É, Cazuza, faz parte do meu show...


          A literatura impregnou-me desde cedo. Graças aos hábitos arcaicos de meu pai, acabei adquirando certa devoção às evidências literárias e conspiraçãos poéticas e filosóficas. Antes fosse isso, caro leitor, na verdade, apenas mais velho descobri o real sentido de tais universalidades, e, percebendo minuciosamente, conclui que sim, havia literatices até nas coisas simples que moldaram o meu imaginário infantil.
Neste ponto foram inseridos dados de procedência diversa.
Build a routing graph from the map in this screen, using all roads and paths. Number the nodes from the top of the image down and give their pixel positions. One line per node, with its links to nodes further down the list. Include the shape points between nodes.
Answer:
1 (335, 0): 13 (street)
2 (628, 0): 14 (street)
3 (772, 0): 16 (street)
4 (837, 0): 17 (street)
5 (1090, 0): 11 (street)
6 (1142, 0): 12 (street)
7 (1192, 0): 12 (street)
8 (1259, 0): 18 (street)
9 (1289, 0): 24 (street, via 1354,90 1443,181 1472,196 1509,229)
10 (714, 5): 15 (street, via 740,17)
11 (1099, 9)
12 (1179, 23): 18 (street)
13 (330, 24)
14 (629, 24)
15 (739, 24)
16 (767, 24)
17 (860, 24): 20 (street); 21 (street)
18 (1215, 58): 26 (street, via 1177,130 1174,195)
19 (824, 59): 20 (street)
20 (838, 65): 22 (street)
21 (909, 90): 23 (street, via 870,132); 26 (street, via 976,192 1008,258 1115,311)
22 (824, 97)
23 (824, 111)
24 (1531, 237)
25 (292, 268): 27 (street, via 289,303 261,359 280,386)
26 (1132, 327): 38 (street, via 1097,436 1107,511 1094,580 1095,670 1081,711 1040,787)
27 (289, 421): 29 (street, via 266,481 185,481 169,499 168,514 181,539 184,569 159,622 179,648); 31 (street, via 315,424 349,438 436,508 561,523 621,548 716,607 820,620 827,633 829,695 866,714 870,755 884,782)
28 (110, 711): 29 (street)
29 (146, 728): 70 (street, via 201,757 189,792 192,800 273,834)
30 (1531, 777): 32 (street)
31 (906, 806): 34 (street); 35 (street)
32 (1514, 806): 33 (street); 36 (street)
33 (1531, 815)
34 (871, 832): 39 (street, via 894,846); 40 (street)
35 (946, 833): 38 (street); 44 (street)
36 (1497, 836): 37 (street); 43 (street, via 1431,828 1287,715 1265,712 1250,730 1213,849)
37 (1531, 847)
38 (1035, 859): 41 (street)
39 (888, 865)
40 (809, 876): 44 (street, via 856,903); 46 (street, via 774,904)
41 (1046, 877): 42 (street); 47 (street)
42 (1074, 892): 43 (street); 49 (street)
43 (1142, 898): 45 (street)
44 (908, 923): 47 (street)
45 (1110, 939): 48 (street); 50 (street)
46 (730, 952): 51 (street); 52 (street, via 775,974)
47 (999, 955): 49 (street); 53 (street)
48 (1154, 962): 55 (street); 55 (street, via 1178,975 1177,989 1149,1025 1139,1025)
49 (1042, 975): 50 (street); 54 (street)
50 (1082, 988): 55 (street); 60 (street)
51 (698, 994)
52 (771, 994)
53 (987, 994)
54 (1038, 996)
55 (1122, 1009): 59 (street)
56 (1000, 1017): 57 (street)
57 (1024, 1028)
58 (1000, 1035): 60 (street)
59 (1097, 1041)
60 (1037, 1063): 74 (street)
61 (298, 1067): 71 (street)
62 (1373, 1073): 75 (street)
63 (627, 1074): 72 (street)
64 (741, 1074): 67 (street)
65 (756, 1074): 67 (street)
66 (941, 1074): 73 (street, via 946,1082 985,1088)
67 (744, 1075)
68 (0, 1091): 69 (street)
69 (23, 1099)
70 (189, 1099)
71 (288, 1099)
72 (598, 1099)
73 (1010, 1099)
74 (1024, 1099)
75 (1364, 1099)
Dentre estas simplicidades e causalidades, havia Cazuza. 
         Meus familiares e os amigos dos meus familiares costumavam reunir-se em bandos numa sexta-feira noturna para ressuscitar algumas das vozes da música popular brasileira. Eles bebiam, cantavam e choravam ao som de artistas como: Renato Russo, Belchior, Cartola, Elis Regina e Cazuza. Declamavam histórias e momentos eternizados na juventude anos 80: os bares, amores e rebeldias de uma geração que acabara de sair de quase 30 anos de ditadura militar. Era mágico. E eu, como bela criança que não compreendia tais memórias, apenas as admirava em silêncio, quieto. Ademais, e não menos importante, em quase todas estas sextas via-se estrelas e uma Lua simplesmente formidável. 
         Certa noite, enquanto todos riam e a embriaguez chegava para alguns, no moderno home theater do meu tio começava uma melodia harmoniosa, clássica, com um arranjo mútuo, ''meio bossa nova e rock n roll'. A música era ''faz parte do meu show'', de Agenor de Miranda Araújo Neto, ou, como é conhecido, Cazuza. Começando com versos interpessoais, pouco a pouco, fui desprendendo-me da música e agarrando-me mais na poesia. Em dado instante, já estava entregue aos versos do poeta carioca. 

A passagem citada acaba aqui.